What you will achieve
Merge free space between APFS containers on the same physical disk — or understand when you cannot.
APFS containers hold volumes that share free space pool — unlike fixed partitions. “Merging containers” usually means deleting an extra partition or Boot Camp slice and expanding the main container. There is no wizard — only backup, delete, grow.
1) APFS container model
One physical disk has one APFS Container; multiple volumes share free space dynamically. You rarely “merge containers” — you add/delete volumes inside one container.
2) Add volume instead of partition
- Disk Utility → select APFS container → + Volume.
- New volume shares pool with macOS Data — no fixed size unless quota set.
3) Delete unused volume
Select volume → Delete APFS Volume — space returns to shared pool. Cannot delete Macintosh HD system volume while booted from it.
4) Multiple containers on one disk
Rare — created by Boot Camp Assistant or manual partitioning. To merge, backup second container, delete its partition in Disk Utility (destructive), expand primary container into free space. No live merge button.
5) External disks
Repartition only with backup — repartitioning erases. Use single container with multiple volumes for flexibility.
6) Boot Camp partition removal
Removing Windows Boot Camp partition frees space — use Boot Camp Assistant to restore single macOS partition instead of manual delete when possible. Manual delete risks EFI partition misalignment.
7) Disk Utility limitations
Cannot merge two physical disks into one container — only partitions on same device. RAID via SoftRAID or hardware RAID is separate topic.
8) Quotas on volumes
APFS volume quotas reserve minimum space — deleting quota volume returns reservation to pool. Check diskutil apfs list in Terminal for detailed container map.
Verify
Disk Utility shows one container with expected free space; volumes mount; no duplicate containers unless intentional.
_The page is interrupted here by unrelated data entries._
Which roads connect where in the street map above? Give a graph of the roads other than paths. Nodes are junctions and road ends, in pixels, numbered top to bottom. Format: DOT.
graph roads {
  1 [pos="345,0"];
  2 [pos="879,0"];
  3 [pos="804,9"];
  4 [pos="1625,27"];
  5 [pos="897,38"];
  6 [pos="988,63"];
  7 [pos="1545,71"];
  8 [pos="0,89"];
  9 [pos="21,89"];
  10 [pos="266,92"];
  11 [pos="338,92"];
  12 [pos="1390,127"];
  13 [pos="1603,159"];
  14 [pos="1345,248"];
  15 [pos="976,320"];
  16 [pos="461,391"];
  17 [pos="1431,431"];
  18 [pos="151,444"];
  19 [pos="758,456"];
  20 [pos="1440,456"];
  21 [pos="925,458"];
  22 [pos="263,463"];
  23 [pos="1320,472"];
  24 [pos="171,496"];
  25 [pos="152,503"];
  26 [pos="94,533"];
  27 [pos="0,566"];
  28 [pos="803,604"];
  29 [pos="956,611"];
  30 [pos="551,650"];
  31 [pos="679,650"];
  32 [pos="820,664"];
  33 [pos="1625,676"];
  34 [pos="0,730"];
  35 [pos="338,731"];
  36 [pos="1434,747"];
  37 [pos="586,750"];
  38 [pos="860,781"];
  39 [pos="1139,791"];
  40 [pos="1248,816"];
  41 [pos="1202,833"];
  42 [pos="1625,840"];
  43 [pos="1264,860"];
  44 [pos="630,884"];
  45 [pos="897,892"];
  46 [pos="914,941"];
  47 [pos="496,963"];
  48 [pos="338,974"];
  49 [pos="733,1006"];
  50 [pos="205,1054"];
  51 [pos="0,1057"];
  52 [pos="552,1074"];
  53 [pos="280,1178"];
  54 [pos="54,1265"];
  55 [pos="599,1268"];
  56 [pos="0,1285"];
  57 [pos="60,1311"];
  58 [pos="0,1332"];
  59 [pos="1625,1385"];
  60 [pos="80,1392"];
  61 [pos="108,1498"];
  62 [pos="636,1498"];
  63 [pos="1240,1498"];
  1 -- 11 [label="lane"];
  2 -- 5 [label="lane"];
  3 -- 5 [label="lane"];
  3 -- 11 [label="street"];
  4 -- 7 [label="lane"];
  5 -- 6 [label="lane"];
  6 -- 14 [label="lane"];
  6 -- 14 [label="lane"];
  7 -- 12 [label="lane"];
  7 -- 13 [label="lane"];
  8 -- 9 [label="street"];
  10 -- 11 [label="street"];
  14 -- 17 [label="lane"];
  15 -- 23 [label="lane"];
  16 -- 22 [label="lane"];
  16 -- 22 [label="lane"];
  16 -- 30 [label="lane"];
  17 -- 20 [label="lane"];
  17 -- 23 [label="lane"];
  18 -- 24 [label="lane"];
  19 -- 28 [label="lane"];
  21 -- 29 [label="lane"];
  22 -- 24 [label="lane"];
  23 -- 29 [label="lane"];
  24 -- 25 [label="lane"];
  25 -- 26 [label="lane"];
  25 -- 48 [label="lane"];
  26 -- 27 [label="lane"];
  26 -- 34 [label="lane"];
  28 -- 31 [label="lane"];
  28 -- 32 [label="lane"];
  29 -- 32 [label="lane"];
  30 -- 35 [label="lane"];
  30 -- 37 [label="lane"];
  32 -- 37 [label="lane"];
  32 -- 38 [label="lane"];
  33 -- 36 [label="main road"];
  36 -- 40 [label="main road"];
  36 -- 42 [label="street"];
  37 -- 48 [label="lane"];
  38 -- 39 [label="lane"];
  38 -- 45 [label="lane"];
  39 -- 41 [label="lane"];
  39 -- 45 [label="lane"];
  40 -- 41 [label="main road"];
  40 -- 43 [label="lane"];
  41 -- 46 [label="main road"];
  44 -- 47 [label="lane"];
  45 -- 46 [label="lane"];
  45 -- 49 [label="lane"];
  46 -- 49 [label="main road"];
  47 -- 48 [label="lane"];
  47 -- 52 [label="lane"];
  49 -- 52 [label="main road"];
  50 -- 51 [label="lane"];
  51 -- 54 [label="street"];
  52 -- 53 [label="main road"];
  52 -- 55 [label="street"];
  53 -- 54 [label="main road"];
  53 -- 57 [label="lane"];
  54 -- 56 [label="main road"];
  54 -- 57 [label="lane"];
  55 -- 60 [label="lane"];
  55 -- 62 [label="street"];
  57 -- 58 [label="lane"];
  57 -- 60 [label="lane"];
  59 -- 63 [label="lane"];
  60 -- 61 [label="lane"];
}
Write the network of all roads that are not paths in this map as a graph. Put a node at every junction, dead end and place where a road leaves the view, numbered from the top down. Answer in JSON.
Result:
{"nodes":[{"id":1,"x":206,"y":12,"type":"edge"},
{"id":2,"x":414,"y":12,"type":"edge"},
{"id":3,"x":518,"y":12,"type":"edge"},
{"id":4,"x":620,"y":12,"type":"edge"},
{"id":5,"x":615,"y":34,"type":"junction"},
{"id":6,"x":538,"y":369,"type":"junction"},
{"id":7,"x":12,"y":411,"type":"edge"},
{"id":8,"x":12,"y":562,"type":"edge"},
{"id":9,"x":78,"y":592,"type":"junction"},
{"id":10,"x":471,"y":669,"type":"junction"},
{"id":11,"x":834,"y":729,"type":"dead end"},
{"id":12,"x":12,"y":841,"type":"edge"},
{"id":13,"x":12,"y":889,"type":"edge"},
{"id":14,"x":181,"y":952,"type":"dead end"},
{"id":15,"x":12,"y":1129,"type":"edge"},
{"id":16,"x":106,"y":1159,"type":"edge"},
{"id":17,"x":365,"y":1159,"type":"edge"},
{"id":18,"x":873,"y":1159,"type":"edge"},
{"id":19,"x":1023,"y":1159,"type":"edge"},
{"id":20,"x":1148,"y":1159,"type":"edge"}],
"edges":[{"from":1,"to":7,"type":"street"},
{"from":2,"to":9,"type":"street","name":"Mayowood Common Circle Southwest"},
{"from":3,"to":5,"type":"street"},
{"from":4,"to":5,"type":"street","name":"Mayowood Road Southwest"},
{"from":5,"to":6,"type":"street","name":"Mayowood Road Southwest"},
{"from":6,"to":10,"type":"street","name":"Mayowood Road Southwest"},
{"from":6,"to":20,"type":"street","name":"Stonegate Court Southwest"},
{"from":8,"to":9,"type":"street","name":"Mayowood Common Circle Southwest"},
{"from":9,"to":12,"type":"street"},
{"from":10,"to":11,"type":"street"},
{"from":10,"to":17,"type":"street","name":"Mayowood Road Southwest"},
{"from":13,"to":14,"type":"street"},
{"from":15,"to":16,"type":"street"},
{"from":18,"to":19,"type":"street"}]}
Additional troubleshooting notes
If steps above do not resolve the issue on the first attempt, reboot once, confirm System Settings → General → Software Update is current, and retry with a second administrator account to rule out profile or keychain corruption in your daily user. Document exact error text from Console.app with timestamp — vague “it still fails” without logs wastes support time. On Apple Silicon, re-test after full shutdown (not just restart) because firmware and Thunderbolt controllers reset only on cold boot. Intel Macs should repeat test in Safe Mode to bypass third-party login items. Before erase or keychain reset, verify Time Machine or clone backup completed — batch 3 guides assume Monterey/Ventura/Sonoma/Sequoia paths in System Settings; search Spotlight for renamed panes if your macOS version labels differ slightly.